Part of the debate – in the Senedd at 3:10 pm on 2 July 2019.
Thank you for the series of questions. In terms of the new resource, it is a central resource. It's not about reallocating budgets that already existed within health boards, but there is something about how health boards use the resources they already have available to them as well. This isn't simply saying that extra capacity will only be provided by additional money from the centre, but the £15 million is money from the centre, and Members will recall that the Faculty of Intensive Care Medicine expressed concerns about critical care capacity last year, and I asked the chief executive of NHS Wales to meet them, and that's helped to inform some of the work that we have actually undertaken since then, and members of the faculty have, of course, been involved in the task and finish group. And that comes back to the point you later made about north Wales. The additional capacity we're talking about—seven extra beds—comes from work streams that they've endorsed as well. That's the additional capacity that the finance should release, but it is on the basis that there are proper plans about how they'll do that, how they'll scale that up and make sure that the capacity is there to deliver. But that, in itself, as I've said in response to Angela Burns, must come together with more efficient use of resources and, in particular, as I said in my statement, delayed transfers of care, an area where we could make better use of what we already have as well as the additional capacity that we're looking to create.

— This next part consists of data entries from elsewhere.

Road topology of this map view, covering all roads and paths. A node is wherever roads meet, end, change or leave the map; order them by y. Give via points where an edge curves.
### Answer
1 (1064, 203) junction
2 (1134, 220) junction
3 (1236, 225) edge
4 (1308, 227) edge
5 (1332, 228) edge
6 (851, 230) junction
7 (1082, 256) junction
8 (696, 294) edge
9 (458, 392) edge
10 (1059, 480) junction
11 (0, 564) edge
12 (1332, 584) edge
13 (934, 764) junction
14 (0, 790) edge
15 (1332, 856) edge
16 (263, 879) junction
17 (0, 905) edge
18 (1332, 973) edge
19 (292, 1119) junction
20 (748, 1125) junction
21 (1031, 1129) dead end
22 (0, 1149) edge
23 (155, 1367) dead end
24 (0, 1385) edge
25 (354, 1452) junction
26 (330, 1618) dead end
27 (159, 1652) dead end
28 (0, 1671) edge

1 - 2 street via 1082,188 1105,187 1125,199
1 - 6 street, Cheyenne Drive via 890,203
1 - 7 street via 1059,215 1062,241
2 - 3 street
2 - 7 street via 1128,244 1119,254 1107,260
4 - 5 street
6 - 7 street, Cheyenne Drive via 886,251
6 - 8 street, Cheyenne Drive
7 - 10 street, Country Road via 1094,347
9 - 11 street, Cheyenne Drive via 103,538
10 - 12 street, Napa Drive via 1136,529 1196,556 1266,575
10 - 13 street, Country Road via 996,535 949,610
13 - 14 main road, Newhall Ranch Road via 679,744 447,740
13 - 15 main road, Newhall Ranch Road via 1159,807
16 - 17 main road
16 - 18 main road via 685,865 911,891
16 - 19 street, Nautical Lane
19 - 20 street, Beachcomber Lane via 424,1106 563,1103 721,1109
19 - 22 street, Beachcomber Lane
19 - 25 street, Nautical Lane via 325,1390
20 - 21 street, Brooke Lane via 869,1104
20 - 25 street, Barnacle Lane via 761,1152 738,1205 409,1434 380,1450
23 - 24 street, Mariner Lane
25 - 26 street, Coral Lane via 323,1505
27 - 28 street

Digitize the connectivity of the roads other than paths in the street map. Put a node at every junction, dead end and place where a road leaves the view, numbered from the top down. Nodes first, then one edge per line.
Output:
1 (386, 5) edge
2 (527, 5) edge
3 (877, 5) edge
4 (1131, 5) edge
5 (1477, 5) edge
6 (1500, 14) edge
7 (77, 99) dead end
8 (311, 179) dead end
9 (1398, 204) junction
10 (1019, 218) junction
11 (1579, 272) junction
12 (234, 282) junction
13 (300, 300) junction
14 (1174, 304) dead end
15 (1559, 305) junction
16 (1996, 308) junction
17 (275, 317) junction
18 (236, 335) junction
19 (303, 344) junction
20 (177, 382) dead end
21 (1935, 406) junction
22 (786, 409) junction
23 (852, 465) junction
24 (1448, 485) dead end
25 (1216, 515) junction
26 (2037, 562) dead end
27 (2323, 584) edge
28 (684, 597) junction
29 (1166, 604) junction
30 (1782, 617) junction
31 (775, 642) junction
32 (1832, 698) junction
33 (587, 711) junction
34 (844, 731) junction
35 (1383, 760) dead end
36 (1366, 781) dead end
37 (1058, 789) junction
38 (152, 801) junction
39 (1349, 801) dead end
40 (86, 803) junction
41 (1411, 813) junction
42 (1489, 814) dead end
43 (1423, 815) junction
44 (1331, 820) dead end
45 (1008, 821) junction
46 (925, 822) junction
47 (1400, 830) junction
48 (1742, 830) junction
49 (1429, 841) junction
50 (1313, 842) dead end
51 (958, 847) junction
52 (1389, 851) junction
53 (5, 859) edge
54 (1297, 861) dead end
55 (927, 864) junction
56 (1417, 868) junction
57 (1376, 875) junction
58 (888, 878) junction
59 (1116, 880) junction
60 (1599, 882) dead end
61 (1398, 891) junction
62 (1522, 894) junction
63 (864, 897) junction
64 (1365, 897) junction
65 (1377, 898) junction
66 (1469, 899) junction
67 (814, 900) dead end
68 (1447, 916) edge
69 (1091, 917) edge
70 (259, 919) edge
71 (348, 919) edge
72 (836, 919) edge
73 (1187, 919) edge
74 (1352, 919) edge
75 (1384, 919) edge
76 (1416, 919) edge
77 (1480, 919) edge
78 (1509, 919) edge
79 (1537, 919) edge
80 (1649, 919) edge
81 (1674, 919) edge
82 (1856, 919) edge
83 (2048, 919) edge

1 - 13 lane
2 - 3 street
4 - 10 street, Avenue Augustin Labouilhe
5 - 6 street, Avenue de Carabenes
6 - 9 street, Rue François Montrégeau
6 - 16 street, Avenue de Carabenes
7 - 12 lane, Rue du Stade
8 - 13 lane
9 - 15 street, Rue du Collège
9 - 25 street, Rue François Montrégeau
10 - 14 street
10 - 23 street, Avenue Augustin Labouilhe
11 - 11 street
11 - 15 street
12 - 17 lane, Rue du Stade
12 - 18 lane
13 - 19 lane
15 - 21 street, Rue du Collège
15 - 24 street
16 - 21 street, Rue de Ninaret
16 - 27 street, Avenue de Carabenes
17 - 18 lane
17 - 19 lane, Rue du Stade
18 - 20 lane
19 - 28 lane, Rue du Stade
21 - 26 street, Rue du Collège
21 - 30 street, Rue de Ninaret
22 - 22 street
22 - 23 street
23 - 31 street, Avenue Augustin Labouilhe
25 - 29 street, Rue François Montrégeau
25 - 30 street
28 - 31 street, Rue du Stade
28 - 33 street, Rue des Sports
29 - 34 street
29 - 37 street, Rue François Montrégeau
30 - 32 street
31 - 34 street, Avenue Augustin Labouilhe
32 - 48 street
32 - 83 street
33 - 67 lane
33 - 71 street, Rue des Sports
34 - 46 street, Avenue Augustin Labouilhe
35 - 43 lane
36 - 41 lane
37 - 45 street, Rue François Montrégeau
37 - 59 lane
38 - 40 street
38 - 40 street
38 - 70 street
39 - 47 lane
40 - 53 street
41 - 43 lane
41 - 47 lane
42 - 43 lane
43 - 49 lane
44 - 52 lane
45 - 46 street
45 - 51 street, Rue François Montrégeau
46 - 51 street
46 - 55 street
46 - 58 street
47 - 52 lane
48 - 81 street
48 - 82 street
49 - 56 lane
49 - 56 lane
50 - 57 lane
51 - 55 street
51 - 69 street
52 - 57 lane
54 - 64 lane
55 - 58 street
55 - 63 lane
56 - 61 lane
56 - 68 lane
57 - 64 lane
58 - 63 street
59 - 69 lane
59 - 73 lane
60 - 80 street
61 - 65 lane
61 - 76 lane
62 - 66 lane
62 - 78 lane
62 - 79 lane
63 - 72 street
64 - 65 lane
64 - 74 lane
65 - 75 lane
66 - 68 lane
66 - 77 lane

I think I dealt with the point about what will happen if people try to spend money in a different way. I've been clear that money can be clawed back in other areas. Health boards will be managed. In this area, it's a nationally directed programme, and I expect the money to be spent that way, and health boards won't be able to find a different way to spend money inappropriately. The set of recommendations are relatively tight and clear as to how money will be spent, so there aren't lots of opportunities for money to leak into other areas of the service.
On your point about what will happen with recruitment activity, well, we actually have a good record through ‘Train. Work. Live.’, and it's come on the back of working with service areas, working with representative groups within that service area, about what is currently attractive for the way in which we deliver our service and what would make that service more attractive. And, actually, having a view on the longer term future for the service is something that staff should find attractive. And, of course, this is informed by the recommendations from a group of clinicians working in this service area at present who recognise the pressures that exist but also how there could be a better service to deliver both for our patients but also, of course, for our staff—a better place for them to do their job. And we have success in terms of psychiatry, GP training places, pharmacy, nurses and therapists in the ‘Train. Work. Live.’ programme, so we have got some reasons to be optimistic about our ability to do more in this area as well.
I expect to have plans provided in the autumn, and I expect to see progress within the next 12 months or so. But some of this, as I see it, is about skilling up the staff we currently have as well as the additional staff we need to bring in to deliver the capacity that we want to deliver. So, I'm not going to pretend that this will be a quick fix. We do have clarity about how the money should be spent and the benefits that should be gained.